«Я не хотела беспокоить тебя, государыня, — сказала Лебедяна. — Когда я могу справиться своими силами, зачем отвлекать тебя от дел?»
«Дитя моё! Какое беспокойство? — едва не вскричала Лесияра, и отзвук её голоса испуганным эхом прокатился по палате и спрятался где-то в складках навеса над престолом. — Посмотри, что ты с собою натворила! Милая, это очень неразумно — так растрачивать свои силы и жизнь. Ещё не хватало мне пережить собственную дочь...»
«Пойдём в мою светлицу, государыня, — предложила Лебедяна. — Здесь неудобно разговаривать...»
В надежде на прояснение Лесияра последовала за нею в её покои. Каждый золотой завиток росписи, каждый самоцвет хранил таинственное молчание, и Лесияра ощущала горькое эхо печали в душе: неужели она, прожив жизнь, так и не сумела постичь сердце своей дочери?

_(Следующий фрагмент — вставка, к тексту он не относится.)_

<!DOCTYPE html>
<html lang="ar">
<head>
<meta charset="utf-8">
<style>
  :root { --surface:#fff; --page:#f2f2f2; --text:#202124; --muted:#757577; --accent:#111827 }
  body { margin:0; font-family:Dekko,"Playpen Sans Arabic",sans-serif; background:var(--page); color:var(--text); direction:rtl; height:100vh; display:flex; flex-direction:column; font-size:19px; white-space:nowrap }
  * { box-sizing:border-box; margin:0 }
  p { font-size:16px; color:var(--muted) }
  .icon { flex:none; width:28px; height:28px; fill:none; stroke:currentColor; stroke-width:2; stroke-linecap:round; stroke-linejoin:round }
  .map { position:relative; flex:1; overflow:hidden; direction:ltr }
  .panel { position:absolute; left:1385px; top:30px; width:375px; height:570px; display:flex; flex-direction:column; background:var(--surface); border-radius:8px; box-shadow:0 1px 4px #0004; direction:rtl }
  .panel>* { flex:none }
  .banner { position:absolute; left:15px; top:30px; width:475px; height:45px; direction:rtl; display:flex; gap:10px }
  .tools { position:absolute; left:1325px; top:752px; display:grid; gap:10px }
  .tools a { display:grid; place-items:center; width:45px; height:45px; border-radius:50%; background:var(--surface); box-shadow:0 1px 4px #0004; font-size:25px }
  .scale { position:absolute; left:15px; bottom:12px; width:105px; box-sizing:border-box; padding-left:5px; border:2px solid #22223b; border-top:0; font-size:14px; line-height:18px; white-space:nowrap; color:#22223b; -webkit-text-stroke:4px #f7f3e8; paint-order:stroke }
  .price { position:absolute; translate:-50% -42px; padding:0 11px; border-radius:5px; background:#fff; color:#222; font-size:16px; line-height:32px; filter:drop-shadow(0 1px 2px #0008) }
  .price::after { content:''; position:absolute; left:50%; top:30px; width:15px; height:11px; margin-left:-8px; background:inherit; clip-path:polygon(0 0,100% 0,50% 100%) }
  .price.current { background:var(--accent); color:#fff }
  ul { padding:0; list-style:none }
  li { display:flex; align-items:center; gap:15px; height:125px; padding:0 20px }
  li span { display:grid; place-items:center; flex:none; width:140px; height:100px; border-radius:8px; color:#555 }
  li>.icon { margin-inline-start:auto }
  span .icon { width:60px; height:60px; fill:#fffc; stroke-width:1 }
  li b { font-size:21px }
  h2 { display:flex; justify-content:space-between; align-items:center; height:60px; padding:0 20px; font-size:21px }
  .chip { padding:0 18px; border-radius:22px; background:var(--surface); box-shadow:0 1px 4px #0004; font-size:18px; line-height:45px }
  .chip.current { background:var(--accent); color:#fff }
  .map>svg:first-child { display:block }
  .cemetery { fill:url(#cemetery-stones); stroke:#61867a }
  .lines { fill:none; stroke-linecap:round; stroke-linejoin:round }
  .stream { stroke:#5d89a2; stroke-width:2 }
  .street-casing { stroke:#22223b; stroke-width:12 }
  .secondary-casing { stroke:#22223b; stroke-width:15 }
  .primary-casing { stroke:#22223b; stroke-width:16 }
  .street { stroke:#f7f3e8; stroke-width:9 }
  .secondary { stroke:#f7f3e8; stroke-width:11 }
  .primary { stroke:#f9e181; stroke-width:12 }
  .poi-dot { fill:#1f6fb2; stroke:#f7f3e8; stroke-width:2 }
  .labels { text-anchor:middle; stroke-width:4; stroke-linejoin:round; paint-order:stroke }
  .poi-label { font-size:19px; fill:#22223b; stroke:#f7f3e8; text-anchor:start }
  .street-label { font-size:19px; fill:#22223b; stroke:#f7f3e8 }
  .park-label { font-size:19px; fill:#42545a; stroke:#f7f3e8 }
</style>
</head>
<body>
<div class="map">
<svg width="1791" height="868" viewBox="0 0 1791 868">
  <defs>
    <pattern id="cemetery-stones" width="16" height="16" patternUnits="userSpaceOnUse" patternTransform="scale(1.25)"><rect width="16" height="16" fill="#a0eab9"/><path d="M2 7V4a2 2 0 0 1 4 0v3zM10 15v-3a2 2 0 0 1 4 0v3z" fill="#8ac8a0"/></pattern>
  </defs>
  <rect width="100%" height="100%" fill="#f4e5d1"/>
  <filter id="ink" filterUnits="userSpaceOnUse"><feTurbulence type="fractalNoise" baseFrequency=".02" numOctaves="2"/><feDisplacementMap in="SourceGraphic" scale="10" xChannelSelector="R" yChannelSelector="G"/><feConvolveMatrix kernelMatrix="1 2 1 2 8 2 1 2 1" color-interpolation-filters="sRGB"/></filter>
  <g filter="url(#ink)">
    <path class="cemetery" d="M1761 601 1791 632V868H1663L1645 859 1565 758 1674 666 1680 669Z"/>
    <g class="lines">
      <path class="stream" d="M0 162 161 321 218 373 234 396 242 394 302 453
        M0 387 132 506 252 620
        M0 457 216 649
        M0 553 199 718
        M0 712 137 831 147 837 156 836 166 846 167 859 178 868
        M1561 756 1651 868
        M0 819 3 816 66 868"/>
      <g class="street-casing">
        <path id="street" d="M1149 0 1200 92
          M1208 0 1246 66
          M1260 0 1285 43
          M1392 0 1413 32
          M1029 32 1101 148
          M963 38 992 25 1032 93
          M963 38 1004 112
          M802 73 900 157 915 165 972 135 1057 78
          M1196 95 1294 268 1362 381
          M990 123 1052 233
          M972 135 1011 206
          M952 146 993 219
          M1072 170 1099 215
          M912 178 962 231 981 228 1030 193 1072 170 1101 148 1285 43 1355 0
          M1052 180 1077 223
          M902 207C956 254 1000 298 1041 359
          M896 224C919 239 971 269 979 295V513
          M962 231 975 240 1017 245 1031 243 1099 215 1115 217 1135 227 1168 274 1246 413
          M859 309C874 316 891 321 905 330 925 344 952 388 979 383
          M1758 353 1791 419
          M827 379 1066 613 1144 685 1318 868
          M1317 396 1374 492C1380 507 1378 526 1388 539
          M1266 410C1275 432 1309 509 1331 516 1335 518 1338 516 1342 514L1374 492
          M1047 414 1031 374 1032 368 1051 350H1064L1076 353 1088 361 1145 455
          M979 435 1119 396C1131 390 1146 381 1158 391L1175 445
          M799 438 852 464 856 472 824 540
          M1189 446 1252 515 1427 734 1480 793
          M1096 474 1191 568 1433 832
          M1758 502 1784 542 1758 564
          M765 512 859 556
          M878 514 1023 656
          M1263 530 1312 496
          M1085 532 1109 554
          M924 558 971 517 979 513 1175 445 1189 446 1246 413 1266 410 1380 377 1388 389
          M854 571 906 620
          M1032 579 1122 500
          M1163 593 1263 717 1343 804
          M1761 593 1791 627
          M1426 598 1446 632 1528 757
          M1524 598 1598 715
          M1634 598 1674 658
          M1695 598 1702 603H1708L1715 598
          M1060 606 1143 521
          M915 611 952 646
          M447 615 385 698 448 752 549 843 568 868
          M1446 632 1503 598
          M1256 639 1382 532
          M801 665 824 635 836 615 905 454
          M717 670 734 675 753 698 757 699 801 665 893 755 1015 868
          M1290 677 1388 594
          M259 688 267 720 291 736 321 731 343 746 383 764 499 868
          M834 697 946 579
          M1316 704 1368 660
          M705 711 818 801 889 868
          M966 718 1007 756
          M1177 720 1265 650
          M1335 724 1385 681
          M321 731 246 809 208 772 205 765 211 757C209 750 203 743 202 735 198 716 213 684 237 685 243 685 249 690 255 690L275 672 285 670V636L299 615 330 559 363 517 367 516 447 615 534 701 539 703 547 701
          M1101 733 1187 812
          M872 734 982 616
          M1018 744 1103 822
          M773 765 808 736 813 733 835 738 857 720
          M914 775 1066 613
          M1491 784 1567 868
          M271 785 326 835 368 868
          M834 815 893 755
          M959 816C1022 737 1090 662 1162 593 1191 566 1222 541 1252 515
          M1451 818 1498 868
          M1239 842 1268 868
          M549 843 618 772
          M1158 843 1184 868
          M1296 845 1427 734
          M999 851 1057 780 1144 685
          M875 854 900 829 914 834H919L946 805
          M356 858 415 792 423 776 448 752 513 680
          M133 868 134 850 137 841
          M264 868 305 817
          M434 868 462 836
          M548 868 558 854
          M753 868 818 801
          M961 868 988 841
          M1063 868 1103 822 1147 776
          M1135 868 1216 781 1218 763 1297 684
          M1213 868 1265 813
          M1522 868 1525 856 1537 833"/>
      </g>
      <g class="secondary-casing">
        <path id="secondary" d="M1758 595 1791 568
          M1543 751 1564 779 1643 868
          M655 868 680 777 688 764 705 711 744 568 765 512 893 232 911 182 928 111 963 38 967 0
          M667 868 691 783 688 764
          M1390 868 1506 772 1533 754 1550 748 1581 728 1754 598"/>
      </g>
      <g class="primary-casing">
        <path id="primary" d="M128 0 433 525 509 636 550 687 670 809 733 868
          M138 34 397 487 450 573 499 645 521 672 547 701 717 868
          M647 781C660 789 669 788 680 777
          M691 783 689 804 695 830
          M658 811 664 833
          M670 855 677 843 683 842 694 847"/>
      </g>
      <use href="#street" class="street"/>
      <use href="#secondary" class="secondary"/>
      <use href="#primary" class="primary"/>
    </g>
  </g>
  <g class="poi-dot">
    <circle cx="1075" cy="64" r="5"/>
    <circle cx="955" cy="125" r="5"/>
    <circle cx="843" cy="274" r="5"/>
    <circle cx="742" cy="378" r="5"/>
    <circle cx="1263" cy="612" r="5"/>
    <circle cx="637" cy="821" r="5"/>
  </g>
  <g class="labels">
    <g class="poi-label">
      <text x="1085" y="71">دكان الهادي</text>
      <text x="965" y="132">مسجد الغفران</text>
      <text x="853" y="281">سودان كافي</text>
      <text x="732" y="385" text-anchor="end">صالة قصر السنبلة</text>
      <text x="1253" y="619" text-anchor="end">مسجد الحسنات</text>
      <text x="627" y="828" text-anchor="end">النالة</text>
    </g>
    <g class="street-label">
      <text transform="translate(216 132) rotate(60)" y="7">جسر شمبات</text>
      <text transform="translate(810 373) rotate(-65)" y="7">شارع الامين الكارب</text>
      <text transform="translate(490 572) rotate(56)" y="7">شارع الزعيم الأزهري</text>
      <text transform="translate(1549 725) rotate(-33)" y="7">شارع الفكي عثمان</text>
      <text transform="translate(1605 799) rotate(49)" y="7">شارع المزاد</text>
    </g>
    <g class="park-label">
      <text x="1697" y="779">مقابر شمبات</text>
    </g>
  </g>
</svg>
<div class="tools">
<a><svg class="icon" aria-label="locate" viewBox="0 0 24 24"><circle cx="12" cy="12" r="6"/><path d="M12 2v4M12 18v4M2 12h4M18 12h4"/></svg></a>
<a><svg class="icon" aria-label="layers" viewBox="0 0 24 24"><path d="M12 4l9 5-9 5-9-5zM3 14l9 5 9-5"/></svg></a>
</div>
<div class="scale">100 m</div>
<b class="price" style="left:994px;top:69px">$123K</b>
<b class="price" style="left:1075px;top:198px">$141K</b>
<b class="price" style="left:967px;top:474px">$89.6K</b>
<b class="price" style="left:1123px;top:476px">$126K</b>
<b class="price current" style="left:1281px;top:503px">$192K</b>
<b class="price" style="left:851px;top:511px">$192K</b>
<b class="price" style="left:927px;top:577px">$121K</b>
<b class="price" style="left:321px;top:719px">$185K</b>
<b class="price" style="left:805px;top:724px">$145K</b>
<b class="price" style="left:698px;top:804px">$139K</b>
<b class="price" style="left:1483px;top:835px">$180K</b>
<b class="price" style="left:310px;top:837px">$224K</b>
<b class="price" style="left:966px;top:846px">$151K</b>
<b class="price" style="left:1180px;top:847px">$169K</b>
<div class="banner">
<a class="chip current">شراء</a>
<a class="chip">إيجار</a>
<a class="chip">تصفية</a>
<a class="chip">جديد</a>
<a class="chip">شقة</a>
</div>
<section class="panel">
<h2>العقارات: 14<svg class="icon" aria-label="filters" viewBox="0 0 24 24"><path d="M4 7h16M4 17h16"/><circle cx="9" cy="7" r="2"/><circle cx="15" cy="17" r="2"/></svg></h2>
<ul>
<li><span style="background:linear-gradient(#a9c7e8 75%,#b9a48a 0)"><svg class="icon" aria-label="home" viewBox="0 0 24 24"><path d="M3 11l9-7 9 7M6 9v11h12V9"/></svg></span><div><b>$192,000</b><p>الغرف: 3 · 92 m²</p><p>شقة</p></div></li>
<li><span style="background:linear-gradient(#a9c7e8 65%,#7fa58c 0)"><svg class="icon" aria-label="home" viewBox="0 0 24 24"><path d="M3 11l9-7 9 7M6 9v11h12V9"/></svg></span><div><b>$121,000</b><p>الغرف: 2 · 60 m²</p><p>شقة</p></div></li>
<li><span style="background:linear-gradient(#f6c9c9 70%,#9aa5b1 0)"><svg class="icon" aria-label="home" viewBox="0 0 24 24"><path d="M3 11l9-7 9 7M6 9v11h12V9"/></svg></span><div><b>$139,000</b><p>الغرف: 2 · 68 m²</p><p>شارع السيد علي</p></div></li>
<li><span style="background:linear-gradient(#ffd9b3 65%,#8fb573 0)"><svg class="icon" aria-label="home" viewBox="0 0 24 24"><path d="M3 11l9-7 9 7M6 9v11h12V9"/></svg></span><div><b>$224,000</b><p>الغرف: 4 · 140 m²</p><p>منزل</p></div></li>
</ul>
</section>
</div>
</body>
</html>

Она пыталась расспросить эти узоры на потолке, как свидетелей, всматривалась в резьбу на спинке широкой скамьи, на которой из подушек было устроено удобное гнёздышко для дневного отдыха... В этих стенах проводила свои дни её дочь, и княгиня завидовала им, потому что они знали если не всё о сокровенных мыслях Лебедяны, то уж точно больше, чем она сама в последние годы.
«Присаживайся, государыня: в ногах правды нет, — пригласила Лебедяна, обводя рукою светлицу. — Где тебе удобнее покажется, туда и садись...»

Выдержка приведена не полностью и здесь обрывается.